DATASET.
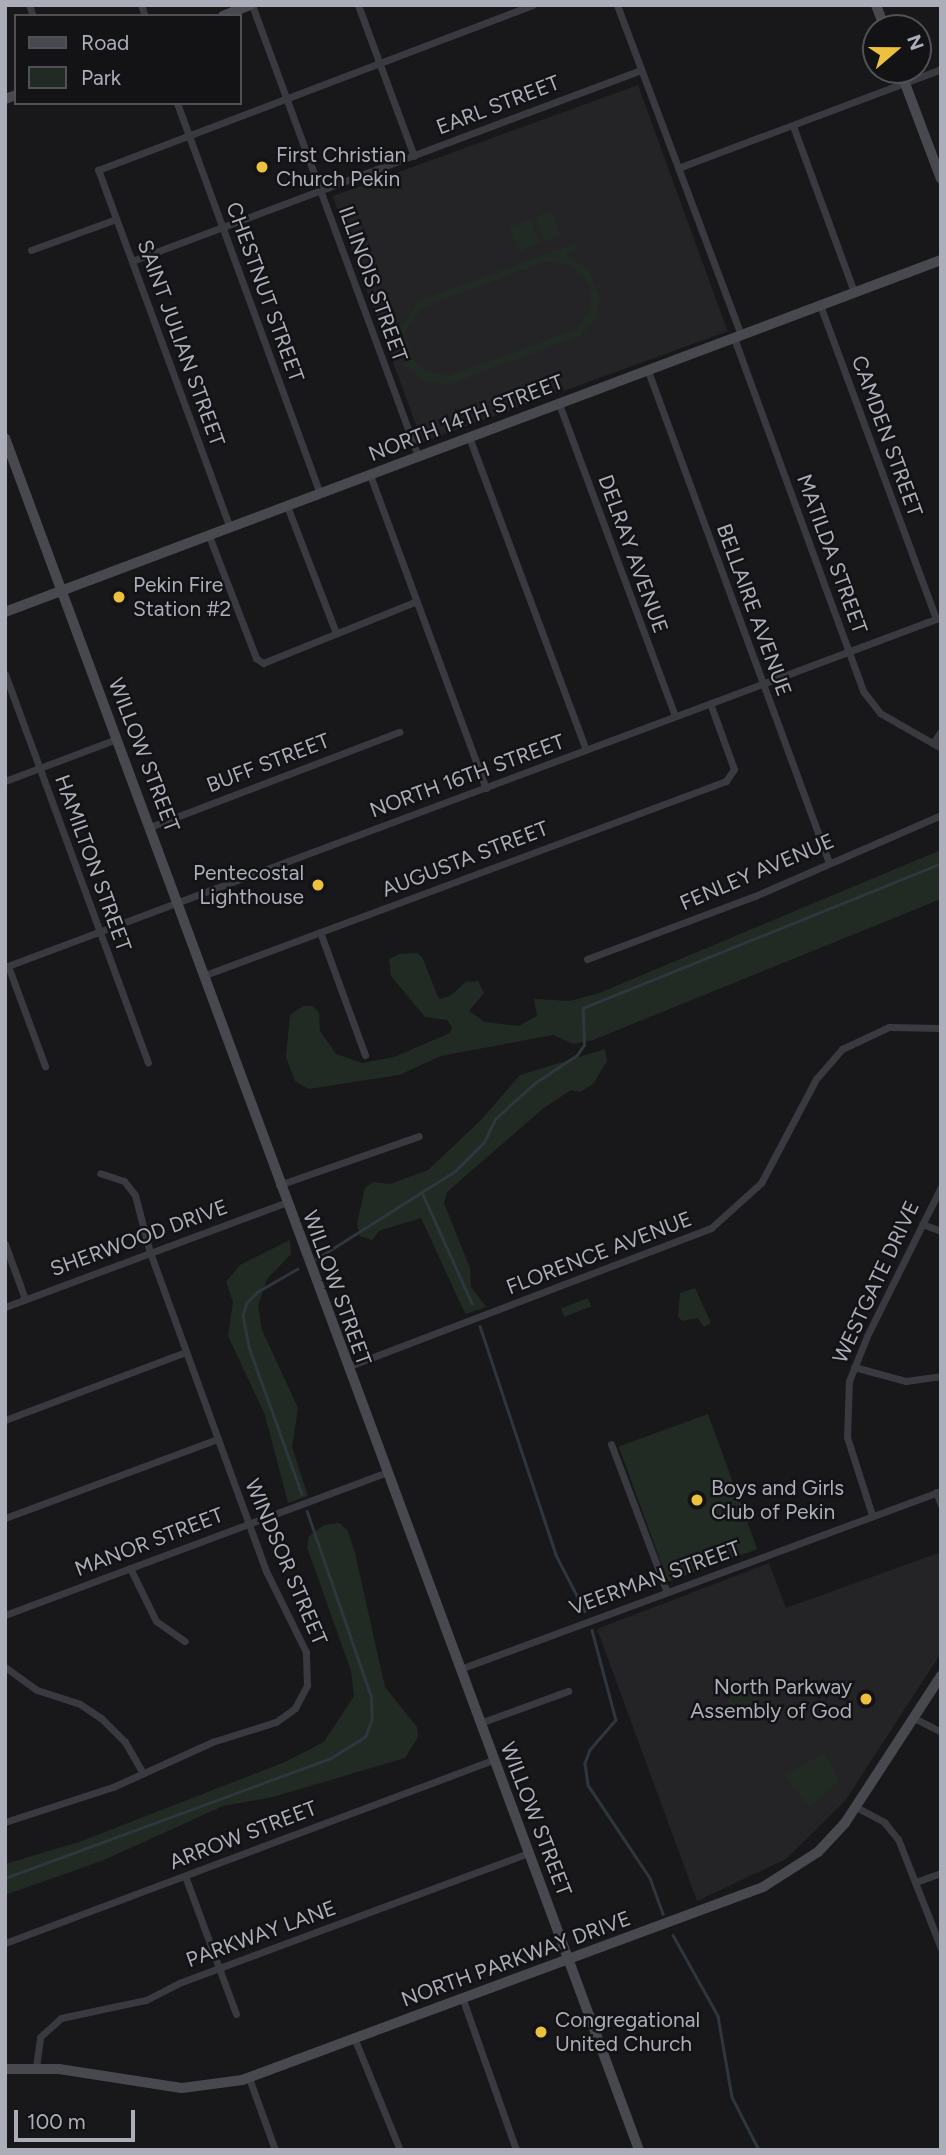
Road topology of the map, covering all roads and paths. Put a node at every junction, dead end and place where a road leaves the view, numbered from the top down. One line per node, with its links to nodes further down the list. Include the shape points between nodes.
1 (251, 5): 5 (main road); 10 (street, ILLINOIS STREET)
2 (358, 5): 6 (street)
3 (533, 5): 6 (street)
4 (617, 5): 7 (street, MATILDA STREET)
5 (228, 14)
6 (380, 64): 10 (street); 14 (street)
7 (641, 70): 14 (street, EARL STREET); 15 (street, MATILDA STREET)
8 (902, 84): 12 (street)
9 (905, 84): 16 (main road)
10 (287, 99): 13 (street); 17 (street, ILLINOIS STREET)
11 (178, 105): 13 (street, CHESTNUT STREET)
12 (793, 125): 15 (street); 23 (street)
13 (189, 137): 18 (street, SAINT JULIAN STREET, via 98,170); 19 (street, CHESTNUT STREET)
14 (414, 156): 17 (street, EARL STREET)
15 (678, 168): 25 (street, MATILDA STREET)
16 (941, 179)
17 (320, 192): 19 (street, EARL STREET); 30 (street, ILLINOIS STREET)
18 (116, 219): 20 (street); 22 (street, SAINT JULIAN STREET)
19 (223, 228): 22 (street, EARL STREET); 32 (street, CHESTNUT STREET)
20 (31, 250)
21 (941, 260): 23 (main road, NORTH 14TH STREET)
22 (132, 261): 34 (street, SAINT JULIAN STREET)
23 (855, 292): 24 (main road, NORTH 14TH STREET)
24 (820, 305): 25 (main road, NORTH 14TH STREET); 39 (street, CAMDEN STREET)
25 (737, 337): 26 (main road, NORTH 14TH STREET); 41 (street, MATILDA STREET)
26 (648, 371): 27 (main road, NORTH 14TH STREET); 43 (street, BELLAIRE AVENUE)
27 (559, 404): 28 (main road, NORTH 14TH STREET); 45 (street, DELRAY AVENUE)
28 (469, 437): 30 (main road, NORTH 14TH STREET); 51 (street)
29 (6, 445): 36 (main road, WILLOW STREET)
30 (418, 456): 31 (main road, NORTH 14TH STREET)
31 (370, 475): 32 (main road, NORTH 14TH STREET); 37 (street)
32 (320, 494): 33 (main road, NORTH 14TH STREET)
33 (287, 506): 34 (main road, NORTH 14TH STREET); 40 (street)
34 (230, 528): 35 (main road, NORTH 14TH STREET)
35 (209, 536): 36 (main road, NORTH 14TH STREET); 40 (street, via 256,658 263,663)
36 (62, 589): 38 (main road, NORTH 14TH STREET); 48 (main road, WILLOW STREET)
37 (415, 602): 40 (street); 54 (street)
38 (5, 612)
39 (938, 618): 41 (street, NORTH 16TH STREET)
40 (336, 633)
41 (849, 652): 43 (street, NORTH 16TH STREET); 49 (street, MATILDA STREET, via 875,709)
42 (5, 674): 52 (street, HAMILTON STREET)
43 (762, 684): 44 (street, NORTH 16TH STREET); 57 (street, BELLAIRE AVENUE)
44 (710, 704): 45 (street, NORTH 16TH STREET); 60 (street, AUGUSTA STREET, via 734,773 726,780)
45 (675, 716): 51 (street, NORTH 16TH STREET)
46 (941, 731): 49 (street)
47 (399, 733): 56 (street, BUFF STREET)
48 (117, 739): 52 (street); 56 (main road, WILLOW STREET)
49 (933, 743): 50 (street, MATILDA STREET)
50 (941, 748)
51 (586, 750): 54 (street, NORTH 16TH STREET)
52 (39, 768): 53 (street); 59 (street, HAMILTON STREET)
53 (5, 780)
54 (486, 788): 58 (street, NORTH 16TH STREET)
55 (941, 815): 57 (street, FENLEY AVENUE)
56 (150, 827): 58 (main road, WILLOW STREET)
57 (828, 860): 61 (street, FENLEY AVENUE, via 755,896)
58 (178, 902): 59 (street, NORTH 16TH STREET); 63 (main road, WILLOW STREET)
59 (100, 932): 62 (street, NORTH 16TH STREET); 66 (street, HAMILTON STREET)
60 (320, 932): 63 (street, AUGUSTA STREET); 65 (street)
61 (587, 959)
62 (6, 966): 67 (street)
63 (205, 975): 70 (main road, WILLOW STREET)
64 (941, 1028): 80 (street, FLORENCE AVENUE, via 896,1025 842,1049 816,1079 761,1183 711,1228)
65 (365, 1055)
66 (148, 1063)
67 (45, 1066)
68 (419, 1136): 70 (street)
69 (100, 1172): 76 (street, WINDSOR STREET, via 124,1181 133,1191)
70 (279, 1185): 72 (main road, WILLOW STREET)
71 (941, 1187): 73 (street, WESTGATE DRIVE)
72 (285, 1203): 76 (street, SHERWOOD DRIVE); 80 (main road, WILLOW STREET)
73 (922, 1224): 74 (street); 81 (street, WESTGATE DRIVE)
74 (941, 1231)
75 (5, 1244): 77 (street)
76 (150, 1253): 77 (street, SHERWOOD DRIVE); 79 (street, WINDSOR STREET)
77 (25, 1299): 78 (street, SHERWOOD DRIVE)
78 (5, 1307)
79 (186, 1352): 83 (street); 84 (street, WINDSOR STREET)
80 (346, 1367): 86 (main road, WILLOW STREET)
81 (854, 1367): 82 (street, via 906,1381); 89 (street, WESTGATE DRIVE, via 846,1400 847,1437)
82 (941, 1376)
83 (5, 1420)
84 (217, 1439): 90 (street); 91 (street, WINDSOR STREET)
85 (611, 1444): 93 (street)
86 (385, 1473): 91 (street, MANOR STREET); 97 (main road, WILLOW STREET)
87 (938, 1492): 88 (street); 89 (street, VEERMAN STREET)
88 (941, 1505)
89 (872, 1515): 93 (street, VEERMAN STREET)
90 (5, 1518)
91 (249, 1524): 92 (street, MANOR STREET); 104 (street, WINDSOR STREET, via 274,1589 306,1652 305,1691 295,1708 276,1722 212,1742)
92 (130, 1568): 94 (street, MANOR STREET); 95 (street, via 156,1620)
93 (667, 1592): 97 (street, VEERMAN STREET)
94 (5, 1615)
95 (185, 1641)
96 (5, 1667): 104 (street, via 23,1682 101,1717 125,1742)
97 (460, 1669): 101 (main road, WILLOW STREET)
98 (941, 1676): 100 (main road, NORTH PARKWAY DRIVE)
99 (568, 1690): 101 (street)
100 (914, 1718): 102 (street); 105 (main road, NORTH PARKWAY DRIVE)
101 (480, 1723): 103 (main road, WILLOW STREET)
102 (941, 1732)
103 (493, 1760): 107 (main road, WILLOW STREET); 109 (street, ARROW STREET)
104 (143, 1773): 106 (street, WINDSOR STREET)
105 (856, 1807): 110 (street, via 893,1833); 113 (main road, NORTH PARKWAY DRIVE, via 818,1852 779,1880)
106 (5, 1822)
107 (528, 1853): 113 (main road, WILLOW STREET); 114 (street, PARKWAY LANE)
108 (941, 1874): 110 (street)
109 (185, 1876): 111 (street, ARROW STREET); 114 (street)
110 (916, 1882): 112 (street)
111 (5, 1943)
112 (941, 1948)
113 (569, 1960): 115 (main road, NORTH PARKWAY DRIVE); 124 (main road, WILLOW STREET)
114 (219, 1968): 116 (street); 118 (street, PARKWAY LANE, via 140,2002 61,2018 40,2037)
115 (463, 2000): 117 (main road, NORTH PARKWAY DRIVE); 123 (street)
116 (236, 2014)
117 (355, 2040): 120 (main road, NORTH PARKWAY DRIVE); 122 (street)
118 (36, 2067): 119 (main road, NORTH PARKWAY DRIVE); 120 (main road, NORTH PARKWAY DRIVE, via 182,2088)
119 (5, 2068)
120 (249, 2078): 121 (street)
121 (275, 2150)
122 (400, 2150)
123 (516, 2150)
124 (639, 2150)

TASK GOAL. Your answer must be an exact copy of the records, without the pictures.

RESPONSE AREA.
Road topology of the map, covering all roads and paths. Put a node at every junction, dead end and place where a road leaves the view, numbered from the top down. One line per node, with its links to nodes further down the list. Include the shape points between nodes.
1 (251, 5): 5 (main road); 10 (street, ILLINOIS STREET)
2 (358, 5): 6 (street)
3 (533, 5): 6 (street)
4 (617, 5): 7 (street, MATILDA STREET)
5 (228, 14)
6 (380, 64): 10 (street); 14 (street)
7 (641, 70): 14 (street, EARL STREET); 15 (street, MATILDA STREET)
8 (902, 84): 12 (street)
9 (905, 84): 16 (main road)
10 (287, 99): 13 (street); 17 (street, ILLINOIS STREET)
11 (178, 105): 13 (street, CHESTNUT STREET)
12 (793, 125): 15 (street); 23 (street)
13 (189, 137): 18 (street, SAINT JULIAN STREET, via 98,170); 19 (street, CHESTNUT STREET)
14 (414, 156): 17 (street, EARL STREET)
15 (678, 168): 25 (street, MATILDA STREET)
16 (941, 179)
17 (320, 192): 19 (street, EARL STREET); 30 (street, ILLINOIS STREET)
18 (116, 219): 20 (street); 22 (street, SAINT JULIAN STREET)
19 (223, 228): 22 (street, EARL STREET); 32 (street, CHESTNUT STREET)
20 (31, 250)
21 (941, 260): 23 (main road, NORTH 14TH STREET)
22 (132, 261): 34 (street, SAINT JULIAN STREET)
23 (855, 292): 24 (main road, NORTH 14TH STREET)
24 (820, 305): 25 (main road, NORTH 14TH STREET); 39 (street, CAMDEN STREET)
25 (737, 337): 26 (main road, NORTH 14TH STREET); 41 (street, MATILDA STREET)
26 (648, 371): 27 (main road, NORTH 14TH STREET); 43 (street, BELLAIRE AVENUE)
27 (559, 404): 28 (main road, NORTH 14TH STREET); 45 (street, DELRAY AVENUE)
28 (469, 437): 30 (main road, NORTH 14TH STREET); 51 (street)
29 (6, 445): 36 (main road, WILLOW STREET)
30 (418, 456): 31 (main road, NORTH 14TH STREET)
31 (370, 475): 32 (main road, NORTH 14TH STREET); 37 (street)
32 (320, 494): 33 (main road, NORTH 14TH STREET)
33 (287, 506): 34 (main road, NORTH 14TH STREET); 40 (street)
34 (230, 528): 35 (main road, NORTH 14TH STREET)
35 (209, 536): 36 (main road, NORTH 14TH STREET); 40 (street, via 256,658 263,663)
36 (62, 589): 38 (main road, NORTH 14TH STREET); 48 (main road, WILLOW STREET)
37 (415, 602): 40 (street); 54 (street)
38 (5, 612)
39 (938, 618): 41 (street, NORTH 16TH STREET)
40 (336, 633)
41 (849, 652): 43 (street, NORTH 16TH STREET); 49 (street, MATILDA STREET, via 875,709)
42 (5, 674): 52 (street, HAMILTON STREET)
43 (762, 684): 44 (street, NORTH 16TH STREET); 57 (street, BELLAIRE AVENUE)
44 (710, 704): 45 (street, NORTH 16TH STREET); 60 (street, AUGUSTA STREET, via 734,773 726,780)
45 (675, 716): 51 (street, NORTH 16TH STREET)
46 (941, 731): 49 (street)
47 (399, 733): 56 (street, BUFF STREET)
48 (117, 739): 52 (street); 56 (main road, WILLOW STREET)
49 (933, 743): 50 (street, MATILDA STREET)
50 (941, 748)
51 (586, 750): 54 (street, NORTH 16TH STREET)
52 (39, 768): 53 (street); 59 (street, HAMILTON STREET)
53 (5, 780)
54 (486, 788): 58 (street, NORTH 16TH STREET)
55 (941, 815): 57 (street, FENLEY AVENUE)
56 (150, 827): 58 (main road, WILLOW STREET)
57 (828, 860): 61 (street, FENLEY AVENUE, via 755,896)
58 (178, 902): 59 (street, NORTH 16TH STREET); 63 (main road, WILLOW STREET)
59 (100, 932): 62 (street, NORTH 16TH STREET); 66 (street, HAMILTON STREET)
60 (320, 932): 63 (street, AUGUSTA STREET); 65 (street)
61 (587, 959)
62 (6, 966): 67 (street)
63 (205, 975): 70 (main road, WILLOW STREET)
64 (941, 1028): 80 (street, FLORENCE AVENUE, via 896,1025 842,1049 816,1079 761,1183 711,1228)
65 (365, 1055)
66 (148, 1063)
67 (45, 1066)
68 (419, 1136): 70 (street)
69 (100, 1172): 76 (street, WINDSOR STREET, via 124,1181 133,1191)
70 (279, 1185): 72 (main road, WILLOW STREET)
71 (941, 1187): 73 (street, WESTGATE DRIVE)
72 (285, 1203): 76 (street, SHERWOOD DRIVE); 80 (main road, WILLOW STREET)
73 (922, 1224): 74 (street); 81 (street, WESTGATE DRIVE)
74 (941, 1231)
75 (5, 1244): 77 (street)
76 (150, 1253): 77 (street, SHERWOOD DRIVE); 79 (street, WINDSOR STREET)
77 (25, 1299): 78 (street, SHERWOOD DRIVE)
78 (5, 1307)
79 (186, 1352): 83 (street); 84 (street, WINDSOR STREET)
80 (346, 1367): 86 (main road, WILLOW STREET)
81 (854, 1367): 82 (street, via 906,1381); 89 (street, WESTGATE DRIVE, via 846,1400 847,1437)
82 (941, 1376)
83 (5, 1420)
84 (217, 1439): 90 (street); 91 (street, WINDSOR STREET)
85 (611, 1444): 93 (street)
86 (385, 1473): 91 (street, MANOR STREET); 97 (main road, WILLOW STREET)
87 (938, 1492): 88 (street); 89 (street, VEERMAN STREET)
88 (941, 1505)
89 (872, 1515): 93 (street, VEERMAN STREET)
90 (5, 1518)
91 (249, 1524): 92 (street, MANOR STREET); 104 (street, WINDSOR STREET, via 274,1589 306,1652 305,1691 295,1708 276,1722 212,1742)
92 (130, 1568): 94 (street, MANOR STREET); 95 (street, via 156,1620)
93 (667, 1592): 97 (street, VEERMAN STREET)
94 (5, 1615)
95 (185, 1641)
96 (5, 1667): 104 (street, via 23,1682 101,1717 125,1742)
97 (460, 1669): 101 (main road, WILLOW STREET)
98 (941, 1676): 100 (main road, NORTH PARKWAY DRIVE)
99 (568, 1690): 101 (street)
100 (914, 1718): 102 (street); 105 (main road, NORTH PARKWAY DRIVE)
101 (480, 1723): 103 (main road, WILLOW STREET)
102 (941, 1732)
103 (493, 1760): 107 (main road, WILLOW STREET); 109 (street, ARROW STREET)
104 (143, 1773): 106 (street, WINDSOR STREET)
105 (856, 1807): 110 (street, via 893,1833); 113 (main road, NORTH PARKWAY DRIVE, via 818,1852 779,1880)
106 (5, 1822)
107 (528, 1853): 113 (main road, WILLOW STREET); 114 (street, PARKWAY LANE)
108 (941, 1874): 110 (street)
109 (185, 1876): 111 (street, ARROW STREET); 114 (street)
110 (916, 1882): 112 (street)
111 (5, 1943)
112 (941, 1948)
113 (569, 1960): 115 (main road, NORTH PARKWAY DRIVE); 124 (main road, WILLOW STREET)
114 (219, 1968): 116 (street); 118 (street, PARKWAY LANE, via 140,2002 61,2018 40,2037)
115 (463, 2000): 117 (main road, NORTH PARKWAY DRIVE); 123 (street)
116 (236, 2014)
117 (355, 2040): 120 (main road, NORTH PARKWAY DRIVE); 122 (street)
118 (36, 2067): 119 (main road, NORTH PARKWAY DRIVE); 120 (main road, NORTH PARKWAY DRIVE, via 182,2088)
119 (5, 2068)
120 (249, 2078): 121 (street)
121 (275, 2150)
122 (400, 2150)
123 (516, 2150)
124 (639, 2150)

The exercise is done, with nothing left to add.